╭─ Information given

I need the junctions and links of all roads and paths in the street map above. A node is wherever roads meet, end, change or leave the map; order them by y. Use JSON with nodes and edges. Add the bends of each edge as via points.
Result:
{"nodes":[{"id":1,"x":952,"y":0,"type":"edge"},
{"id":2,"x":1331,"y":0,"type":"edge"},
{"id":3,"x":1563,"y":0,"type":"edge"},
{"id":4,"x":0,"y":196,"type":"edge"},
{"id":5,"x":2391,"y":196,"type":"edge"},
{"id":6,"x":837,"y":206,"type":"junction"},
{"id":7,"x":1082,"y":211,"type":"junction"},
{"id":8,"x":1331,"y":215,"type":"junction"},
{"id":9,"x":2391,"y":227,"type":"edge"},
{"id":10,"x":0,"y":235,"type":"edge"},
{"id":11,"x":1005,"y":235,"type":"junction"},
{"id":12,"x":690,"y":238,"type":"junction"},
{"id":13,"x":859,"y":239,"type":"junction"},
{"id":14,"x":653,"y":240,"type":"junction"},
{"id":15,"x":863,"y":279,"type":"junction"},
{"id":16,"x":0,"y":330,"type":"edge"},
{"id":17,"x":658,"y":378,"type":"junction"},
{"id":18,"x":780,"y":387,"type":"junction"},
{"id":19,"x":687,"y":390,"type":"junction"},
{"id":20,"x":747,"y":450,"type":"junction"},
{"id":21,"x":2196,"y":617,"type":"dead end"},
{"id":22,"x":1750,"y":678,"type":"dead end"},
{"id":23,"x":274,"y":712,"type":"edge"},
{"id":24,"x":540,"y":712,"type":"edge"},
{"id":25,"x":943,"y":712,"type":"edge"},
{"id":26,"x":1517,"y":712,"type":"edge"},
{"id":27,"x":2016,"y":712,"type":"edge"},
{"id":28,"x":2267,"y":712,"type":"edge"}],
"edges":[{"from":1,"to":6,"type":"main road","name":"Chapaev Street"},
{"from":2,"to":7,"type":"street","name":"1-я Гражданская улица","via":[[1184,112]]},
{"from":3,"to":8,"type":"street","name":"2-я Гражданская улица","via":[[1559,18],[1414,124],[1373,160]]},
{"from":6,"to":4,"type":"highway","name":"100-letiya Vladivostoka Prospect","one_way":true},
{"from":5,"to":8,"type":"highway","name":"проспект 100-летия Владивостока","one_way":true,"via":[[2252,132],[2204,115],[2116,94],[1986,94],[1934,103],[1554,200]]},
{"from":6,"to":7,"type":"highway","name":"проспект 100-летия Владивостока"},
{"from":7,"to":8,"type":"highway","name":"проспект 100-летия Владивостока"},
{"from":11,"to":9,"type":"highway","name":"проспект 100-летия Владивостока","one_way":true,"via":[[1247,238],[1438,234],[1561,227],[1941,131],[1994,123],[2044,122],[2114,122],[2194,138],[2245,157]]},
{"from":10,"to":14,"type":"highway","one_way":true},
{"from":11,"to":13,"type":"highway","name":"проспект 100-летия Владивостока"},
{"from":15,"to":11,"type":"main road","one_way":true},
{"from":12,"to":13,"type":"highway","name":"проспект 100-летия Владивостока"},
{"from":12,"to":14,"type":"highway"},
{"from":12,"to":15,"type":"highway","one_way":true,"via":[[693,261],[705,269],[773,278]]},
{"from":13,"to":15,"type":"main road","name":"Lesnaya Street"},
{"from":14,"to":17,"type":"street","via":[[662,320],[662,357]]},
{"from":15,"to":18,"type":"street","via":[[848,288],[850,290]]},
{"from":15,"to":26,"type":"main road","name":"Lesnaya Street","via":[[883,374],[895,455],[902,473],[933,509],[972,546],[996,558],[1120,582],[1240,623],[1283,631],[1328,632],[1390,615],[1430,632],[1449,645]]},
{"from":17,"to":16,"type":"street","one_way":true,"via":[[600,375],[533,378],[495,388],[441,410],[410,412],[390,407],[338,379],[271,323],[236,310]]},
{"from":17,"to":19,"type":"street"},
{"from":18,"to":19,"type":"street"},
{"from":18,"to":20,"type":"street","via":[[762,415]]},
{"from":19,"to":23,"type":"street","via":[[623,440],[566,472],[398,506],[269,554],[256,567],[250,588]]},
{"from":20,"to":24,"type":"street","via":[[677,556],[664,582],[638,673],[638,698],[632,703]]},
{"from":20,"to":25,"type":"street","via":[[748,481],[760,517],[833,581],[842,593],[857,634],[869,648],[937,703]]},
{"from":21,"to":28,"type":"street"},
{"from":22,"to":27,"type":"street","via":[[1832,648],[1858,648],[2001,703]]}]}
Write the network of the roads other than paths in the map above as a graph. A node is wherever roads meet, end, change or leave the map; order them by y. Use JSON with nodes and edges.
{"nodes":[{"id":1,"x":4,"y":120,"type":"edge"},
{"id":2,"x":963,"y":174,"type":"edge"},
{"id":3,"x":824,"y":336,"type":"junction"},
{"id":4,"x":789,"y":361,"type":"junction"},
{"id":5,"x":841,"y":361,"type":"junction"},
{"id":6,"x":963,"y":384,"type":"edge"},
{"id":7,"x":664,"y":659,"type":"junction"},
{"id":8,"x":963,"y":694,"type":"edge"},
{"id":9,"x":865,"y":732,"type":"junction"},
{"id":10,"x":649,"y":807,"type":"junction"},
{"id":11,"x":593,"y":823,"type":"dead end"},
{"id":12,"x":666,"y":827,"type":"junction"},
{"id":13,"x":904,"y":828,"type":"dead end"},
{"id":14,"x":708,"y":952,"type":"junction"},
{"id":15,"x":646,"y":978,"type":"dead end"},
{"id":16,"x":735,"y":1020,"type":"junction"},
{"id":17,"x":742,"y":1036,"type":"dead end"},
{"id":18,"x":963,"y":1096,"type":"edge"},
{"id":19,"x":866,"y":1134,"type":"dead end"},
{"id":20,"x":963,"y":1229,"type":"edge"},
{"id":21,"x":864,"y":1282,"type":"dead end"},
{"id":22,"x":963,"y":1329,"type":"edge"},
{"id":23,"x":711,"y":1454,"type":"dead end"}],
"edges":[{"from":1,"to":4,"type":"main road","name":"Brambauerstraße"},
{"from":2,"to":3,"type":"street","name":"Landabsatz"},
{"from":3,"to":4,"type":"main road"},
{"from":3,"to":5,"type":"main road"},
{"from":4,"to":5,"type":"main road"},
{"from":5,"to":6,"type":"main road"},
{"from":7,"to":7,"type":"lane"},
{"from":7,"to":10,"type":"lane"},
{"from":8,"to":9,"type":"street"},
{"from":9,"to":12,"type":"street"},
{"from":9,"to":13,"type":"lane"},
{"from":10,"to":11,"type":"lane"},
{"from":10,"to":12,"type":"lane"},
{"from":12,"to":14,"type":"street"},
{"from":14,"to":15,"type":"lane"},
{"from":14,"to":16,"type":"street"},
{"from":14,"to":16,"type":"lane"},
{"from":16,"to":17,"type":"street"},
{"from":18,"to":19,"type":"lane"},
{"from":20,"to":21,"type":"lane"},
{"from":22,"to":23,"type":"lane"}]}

╰─

- **How to complete this task**:
Each line of the listing that contains the word "true" must be copied.

- **Result for this task**:
{"from":6,"to":4,"type":"highway","name":"100-letiya Vladivostoka Prospect","one_way":true},
{"from":5,"to":8,"type":"highway","name":"проспект 100-летия Владивостока","one_way":true,"via":[[2252,132],[2204,115],[2116,94],[1986,94],[1934,103],[1554,200]]},
{"from":11,"to":9,"type":"highway","name":"проспект 100-летия Владивостока","one_way":true,"via":[[1247,238],[1438,234],[1561,227],[1941,131],[1994,123],[2044,122],[2114,122],[2194,138],[2245,157]]},
{"from":10,"to":14,"type":"highway","one_way":true},
{"from":15,"to":11,"type":"main road","one_way":true},
{"from":12,"to":15,"type":"highway","one_way":true,"via":[[693,261],[705,269],[773,278]]},
{"from":17,"to":16,"type":"street","one_way":true,"via":[[600,375],[533,378],[495,388],[441,410],[410,412],[390,407],[338,379],[271,323],[236,310]]},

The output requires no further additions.